Kass: Credit Conditions Aren't the Problem
Doug Kass
07/03/08 - 11:59 AM EDT
This blog post originally appeared on RealMoney Silver on July 3 at 7:49 a.m. EDT.
For several weeks, I have harped on a number of credit measures that indicated that credit market/bank balance sheet stress had diminished. This formed the basis and logic for my renewed bullishness in the financial sector (which has been dead wrong).
For example, the most important spread former
Fed Chairman Greenspan focuses on in
monitoring financial stress is the one between the three-month London Interbank Offered Rate (Libor) and the overnight index swap rate (OIS). This spread has barely moved since the start of the stock market correction in late May.

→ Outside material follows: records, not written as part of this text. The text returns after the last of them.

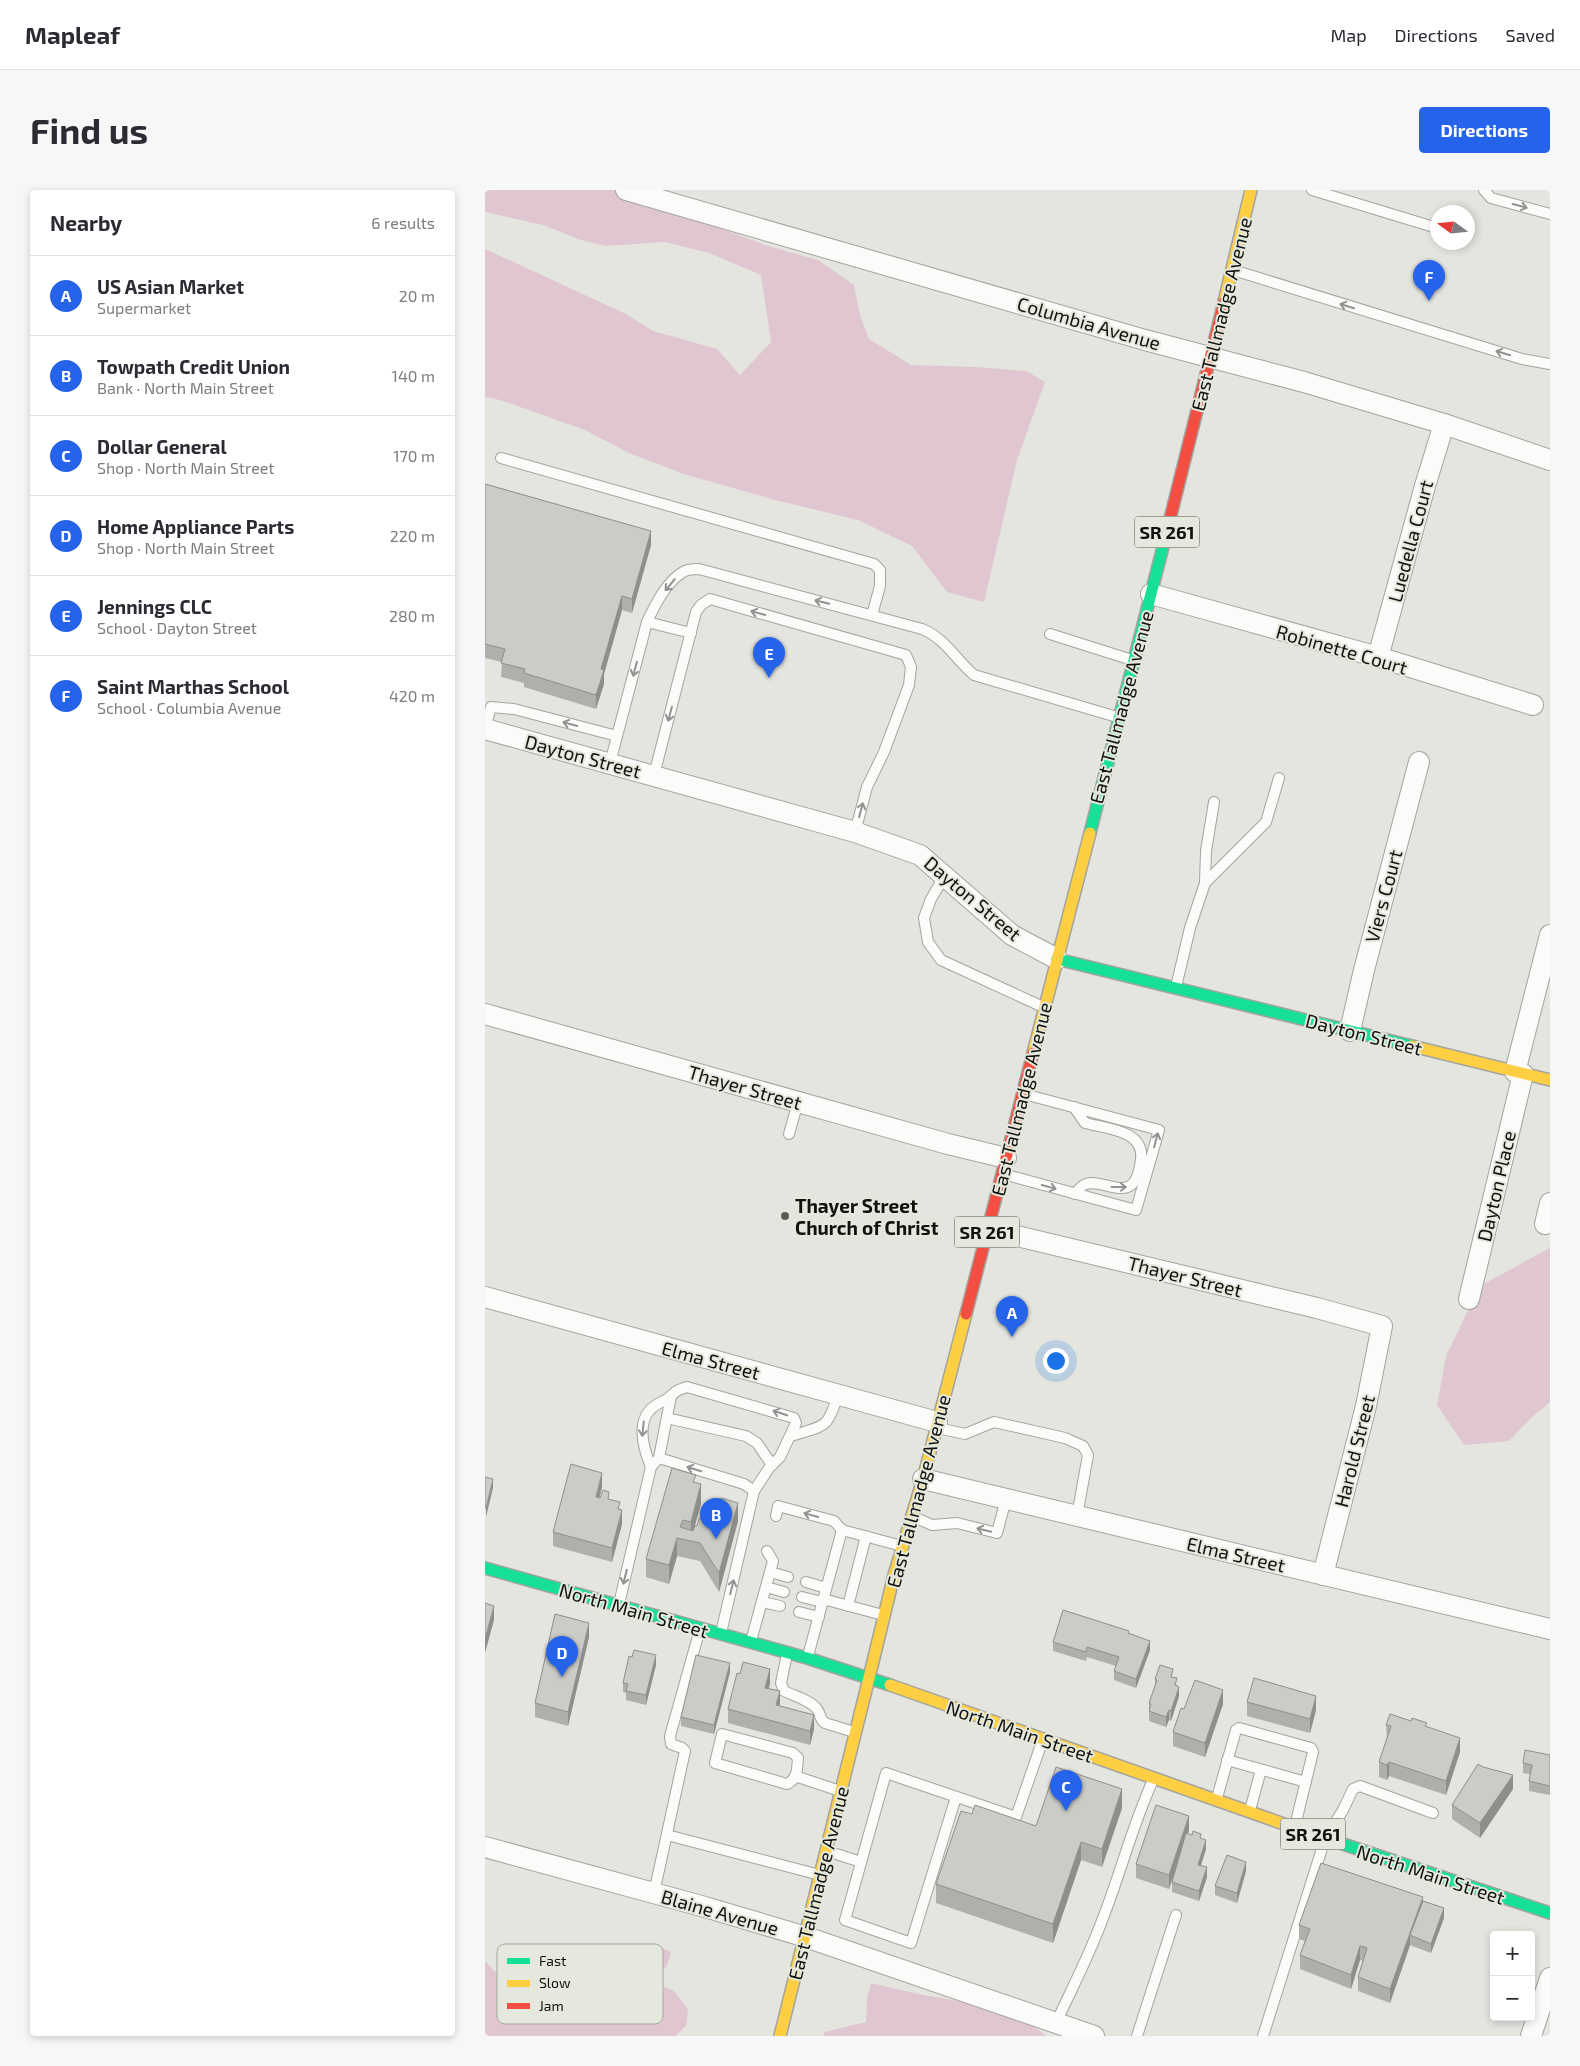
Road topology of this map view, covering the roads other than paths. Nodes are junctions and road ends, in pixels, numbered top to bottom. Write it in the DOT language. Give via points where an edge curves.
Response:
graph roads {
  1 [pos="626,190"];
  2 [pos="1251,190"];
  3 [pos="1312,190"];
  4 [pos="1489,193"];
  5 [pos="1550,214"];
  6 [pos="1430,226"];
  7 [pos="1232,270"];
  8 [pos="1211,357"];
  9 [pos="1550,364"];
  10 [pos="1443,424"];
  11 [pos="501,458"];
  12 [pos="1550,460"];
  13 [pos="1151,594"];
  14 [pos="871,614"];
  15 [pos="647,622"];
  16 [pos="691,633"];
  17 [pos="1050,634"];
  18 [pos="1378,657"];
  19 [pos="1133,660"];
  20 [pos="1533,705"];
  21 [pos="1118,718"];
  22 [pos="485,729"];
  23 [pos="617,736"];
  24 [pos="1419,762"];
  25 [pos="609,763"];
  26 [pos="654,775"];
  27 [pos="1279,778"];
  28 [pos="1214,802"];
  29 [pos="855,832"];
  30 [pos="945,875"];
  31 [pos="1205,883"];
  32 [pos="1550,935"];
  33 [pos="1057,959"];
  34 [pos="1176,988"];
  35 [pos="1044,1007"];
  36 [pos="485,1014"];
  37 [pos="1350,1031"];
  38 [pos="1519,1073"];
  39 [pos="1550,1080"];
  40 [pos="1023,1093"];
  41 [pos="797,1102"];
  42 [pos="1074,1107"];
  43 [pos="789,1134"];
  44 [pos="1004,1166"];
  45 [pos="1075,1194"];
  46 [pos="1550,1203"];
  47 [pos="1545,1224"];
  48 [pos="988,1228"];
  49 [pos="485,1297"];
  50 [pos="1469,1299"];
  51 [pos="1381,1326"];
  52 [pos="838,1395"];
  53 [pos="671,1396"];
  54 [pos="667,1418"];
  55 [pos="936,1425"];
  56 [pos="791,1436"];
  57 [pos="659,1458"];
  58 [pos="772,1465"];
  59 [pos="651,1467"];
  60 [pos="923,1479"];
  61 [pos="754,1491"];
  62 [pos="1006,1498"];
  63 [pos="775,1516"];
  64 [pos="912,1516"];
  65 [pos="1077,1516"];
  66 [pos="842,1530"];
  67 [pos="867,1536"];
  68 [pos="903,1546"];
  69 [pos="767,1552"];
  70 [pos="772,1567"];
  71 [pos="485,1568"];
  72 [pos="1323,1575"];
  73 [pos="788,1577"];
  74 [pos="807,1582"];
  75 [pos="766,1587"];
  76 [pos="826,1588"];
  77 [pos="784,1592"];
  78 [pos="802,1597"];
  79 [pos="823,1601"];
  80 [pos="762,1602"];
  81 [pos="618,1605"];
  82 [pos="780,1606"];
  83 [pos="848,1606"];
  84 [pos="799,1612"];
  85 [pos="885,1615"];
  86 [pos="819,1617"];
  87 [pos="701,1628"];
  88 [pos="1550,1629"];
  89 [pos="721,1634"];
  90 [pos="751,1642"];
  91 [pos="787,1653"];
  92 [pos="807,1658"];
  93 [pos="869,1678"];
  94 [pos="856,1732"];
  95 [pos="1043,1739"];
  96 [pos="1227,1760"];
  97 [pos="1261,1770"];
  98 [pos="795,1776"];
  99 [pos="1154,1778"];
  100 [pos="1306,1782"];
  101 [pos="841,1791"];
  102 [pos="956,1797"];
  103 [pos="1217,1799"];
  104 [pos="1250,1810"];
  105 [pos="1433,1813"];
  106 [pos="1294,1827"];
  107 [pos="667,1835"];
  108 [pos="1325,1839"];
  109 [pos="485,1847"];
  110 [pos="827,1851"];
  111 [pos="861,1862"];
  112 [pos="821,1875"];
  113 [pos="654,1894"];
  114 [pos="1550,1912"];
  115 [pos="1176,1915"];
  116 [pos="805,1937"];
  117 [pos="1550,1978"];
  118 [pos="1056,2023"];
  119 [pos="780,2036"];
  120 [pos="1094,2036"];
  121 [pos="1137,2036"];
  122 [pos="1263,2036"];
  123 [pos="1531,2036"];
  1 -- 8 [label="street, Columbia Avenue"];
  2 -- 7 [label="main road, East Tallmadge Avenue / SR 261"];
  3 -- 6 [label="lane"];
  4 -- 5 [label="lane, one-way"];
  7 -- 8 [label="main road, East Tallmadge Avenue / SR 261"];
  9 -- 7 [label="lane, one-way" via="1522,359"];
  8 -- 10 [label="street, Columbia Avenue"];
  8 -- 13 [label="main road, East Tallmadge Avenue / SR 261"];
  10 -- 12 [label="street, Columbia Avenue"];
  10 -- 18 [label="street, Luedella Court"];
  11 -- 14 [label="lane" via="874,564 880,570 880,586"];
  13 -- 18 [label="street, Robinette Court"];
  13 -- 19 [label="main road, East Tallmadge Avenue / SR 261"];
  14 -- 15 [label="lane, one-way" via="699,568 684,571 673,580 655,604"];
  14 -- 21 [label="lane" via="932,633 974,675"];
  15 -- 16 [label="lane"];
  15 -- 23 [label="lane, one-way"];
  16 -- 26 [label="lane, one-way"];
  29 -- 16 [label="lane, one-way" via="867,787 909,685 911,667 906,655 710,600 696,612"];
  17 -- 19 [label="lane"];
  18 -- 20 [label="street, Robinette Court"];
  19 -- 21 [label="main road, East Tallmadge Avenue / SR 261"];
  21 -- 33 [label="main road, East Tallmadge Avenue / SR 261"];
  23 -- 22 [label="lane, one-way" via="514,709 491,707"];
  22 -- 25 [label="street, Dayton Street"];
  23 -- 25 [label="lane"];
  24 -- 37 [label="street, Viers Court"];
  25 -- 26 [label="street, Dayton Street"];
  26 -- 29 [label="street, Dayton Street"];
  27 -- 31 [label="lane" via="1266,822"];
  28 -- 31 [label="lane" via="1206,851"];
  29 -- 30 [label="street, Dayton Street" via="920,855"];
  30 -- 33 [label="street, Dayton Street" via="1012,935"];
  30 -- 35 [label="lane" via="924,918 928,942 941,960"];
  31 -- 34 [label="lane"];
  32 -- 38 [label="street, Dayton Place"];
  33 -- 34 [label="main road, Dayton Street"];
  33 -- 35 [label="main road, East Tallmadge Avenue / SR 261"];
  34 -- 37 [label="main road, Dayton Street"];
  35 -- 40 [label="main road, East Tallmadge Avenue / SR 261"];
  36 -- 41 [label="street, Thayer Street"];
  37 -- 38 [label="main road, Dayton Street"];
  38 -- 39 [label="main road, Dayton Street"];
  38 -- 50 [label="street, Dayton Place"];
  40 -- 42 [label="lane"];
  40 -- 44 [label="main road, East Tallmadge Avenue / SR 261"];
  41 -- 43 [label="lane"];
  41 -- 44 [label="street, Thayer Street" via="948,1144"];
  45 -- 42 [label="lane, one-way" via="1084,1184 1095,1182 1125,1188 1134,1183 1142,1150 1138,1141 1127,1134 1085,1123"];
  45 -- 42 [label="lane, one-way" via="1136,1210 1159,1130"];
  44 -- 45 [label="lane, one-way"];
  44 -- 48 [label="main road, East Tallmadge Avenue / SR 261"];
  46 -- 47 [label="street"];
  48 -- 51 [label="street, Thayer Street"];
  48 -- 55 [label="main road, East Tallmadge Avenue / SR 261"];
  49 -- 52 [label="street, Elma Street"];
  51 -- 72 [label="street, Harold Street" via="1366,1406"];
  52 -- 55 [label="street, Elma Street"];
  52 -- 56 [label="lane" via="828,1422"];
  53 -- 54 [label="lane"];
  56 -- 53 [label="lane, one-way" via="797,1423 794,1418 687,1387 674,1391"];
  53 -- 59 [label="lane, one-way" via="650,1410 643,1424 643,1438"];
  54 -- 57 [label="lane"];
  54 -- 58 [label="lane" via="745,1436 757,1443"];
  55 -- 60 [label="main road, East Tallmadge Avenue / SR 261"];
  55 -- 65 [label="lane" via="965,1434 994,1422 1065,1438 1083,1446 1088,1455"];
  56 -- 58 [label="lane"];
  57 -- 59 [label="lane"];
  61 -- 57 [label="lane, one-way" via="744,1484"];
  58 -- 61 [label="lane"];
  59 -- 81 [label="lane, one-way"];
  60 -- 62 [label="street, Elma Street"];
  60 -- 64 [label="main road, East Tallmadge Avenue / SR 261"];
  89 -- 61 [label="lane, one-way"];
  62 -- 64 [label="lane, one-way" via="997,1533 957,1523 932,1525"];
  62 -- 65 [label="street, Elma Street"];
  66 -- 63 [label="lane, one-way" via="834,1521 778,1506"];
  64 -- 68 [label="main road, East Tallmadge Avenue / SR 261"];
  65 -- 72 [label="street, Elma Street"];
  66 -- 67 [label="lane"];
  66 -- 76 [label="lane"];
  67 -- 68 [label="lane"];
  67 -- 83 [label="lane"];
  68 -- 85 [label="main road, East Tallmadge Avenue / SR 261"];
  69 -- 70 [label="lane"];
  70 -- 73 [label="lane"];
  70 -- 75 [label="lane"];
  71 -- 81 [label="main road, North Main Street"];
  72 -- 88 [label="street, Elma Street"];
  74 -- 76 [label="lane"];
  75 -- 77 [label="lane"];
  75 -- 80 [label="lane"];
  76 -- 79 [label="lane"];
  78 -- 79 [label="lane"];
  79 -- 83 [label="lane"];
  79 -- 86 [label="lane"];
  80 -- 82 [label="lane"];
  80 -- 90 [label="lane"];
  81 -- 87 [label="main road, North Main Street"];
  83 -- 85 [label="lane"];
  84 -- 86 [label="lane"];
  85 -- 93 [label="main road, East Tallmadge Avenue / SR 261"];
  86 -- 92 [label="lane"];
  87 -- 89 [label="main road, North Main Street"];
  87 -- 107 [label="lane" via="670,1736 671,1744 685,1751"];
  89 -- 90 [label="main road, North Main Street"];
  90 -- 91 [label="main road, North Main Street"];
  91 -- 92 [label="main road, North Main Street"];
  91 -- 94 [label="lane" via="781,1683 784,1690 812,1704 821,1721"];
  92 -- 93 [label="main road, North Main Street"];
  93 -- 94 [label="main road, East Tallmadge Avenue"];
  93 -- 95 [label="main road, North Main Street / SR 261"];
  94 -- 101 [label="main road, East Tallmadge Avenue"];
  95 -- 99 [label="main road, North Main Street / SR 261"];
  95 -- 102 [label="lane" via="1016,1817"];
  96 -- 97 [label="lane"];
  96 -- 100 [label="lane" via="1235,1730 1239,1728 1311,1748 1313,1752"];
  96 -- 103 [label="lane"];
  97 -- 100 [label="lane"];
  97 -- 104 [label="lane"];
  98 -- 98 [label="lane" via="787,1784 715,1763 722,1734 793,1753 798,1758"];
  98 -- 101 [label="lane"];
  99 -- 103 [label="main road, North Main Street / SR 261"];
  99 -- 118 [label="lane" via="1086,1961"];
  100 -- 106 [label="lane"];
  101 -- 110 [label="main road, East Tallmadge Avenue"];
  102 -- 111 [label="lane" via="886,1774"];
  102 -- 111 [label="lane" via="911,1943 845,1920"];
  103 -- 104 [label="main road, North Main Street / SR 261"];
  104 -- 106 [label="main road, North Main Street / SR 261"];
  105 -- 108 [label="lane" via="1360,1786 1353,1788"];
  106 -- 108 [label="main road, North Main Street / SR 261"];
  107 -- 112 [label="lane"];
  107 -- 113 [label="lane"];
  108 -- 114 [label="main road, North Main Street / SR 261"];
  108 -- 122 [label="lane"];
  109 -- 113 [label="street, Blaine Avenue"];
  110 -- 111 [label="lane"];
  110 -- 112 [label="main road, East Tallmadge Avenue"];
  112 -- 116 [label="main road, East Tallmadge Avenue"];
  113 -- 116 [label="street, Blaine Avenue"];
  115 -- 121 [label="lane"];
  116 -- 118 [label="street, Blaine Avenue"];
  116 -- 119 [label="main road, East Tallmadge Avenue"];
  117 -- 123 [label="street"];
  118 -- 120 [label="street, Blaine Avenue"];
}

So bear in mind that, when looking at credit measures, it should be clear that the steepness of the stock market's drop has little to do with credit conditions. Rather, the recent market schmeissing has to do with the following headwinds:
- the ever-rising price of crude oil and other energy products;
- the ECB's monetary tightening policy;
- the Federal Reserve's jawboning on inflation;
- fears of a General Motors (GM Quote) bankruptcy;
- concerns regarding additional bank writedowns;
- a weakening consumer under the burden of higher oil prices, tepid job growth and slowing incomes;
- a continued contraction in residential real estate and the specter of a decline in nonresidential real estate values;
- the perceived threat of a Democratic Administration and its politics of populism;
- more evidence that the newest paradigm -- namely, the notion of a geographic economic decoupling -- is unlikely;
- the growing escalation and prospects for a potential military confrontation between Israel and Iran; and
- recognition that corporate profit expectations for 2008-2009 remain too optimistic.
On the last point, the current consensus for 2009
S&P 500 profits is about $100. I have been using a forecast of about $80 in
my writings, reflecting my view that corporate profit margins will be exposed and that negative operating leverage was imminent. Based on a discounted dividend model using current interest rates, I estimate that the U.S. market is now discounting about $75 in S&P profits, which would qualify as a full-fledged recession.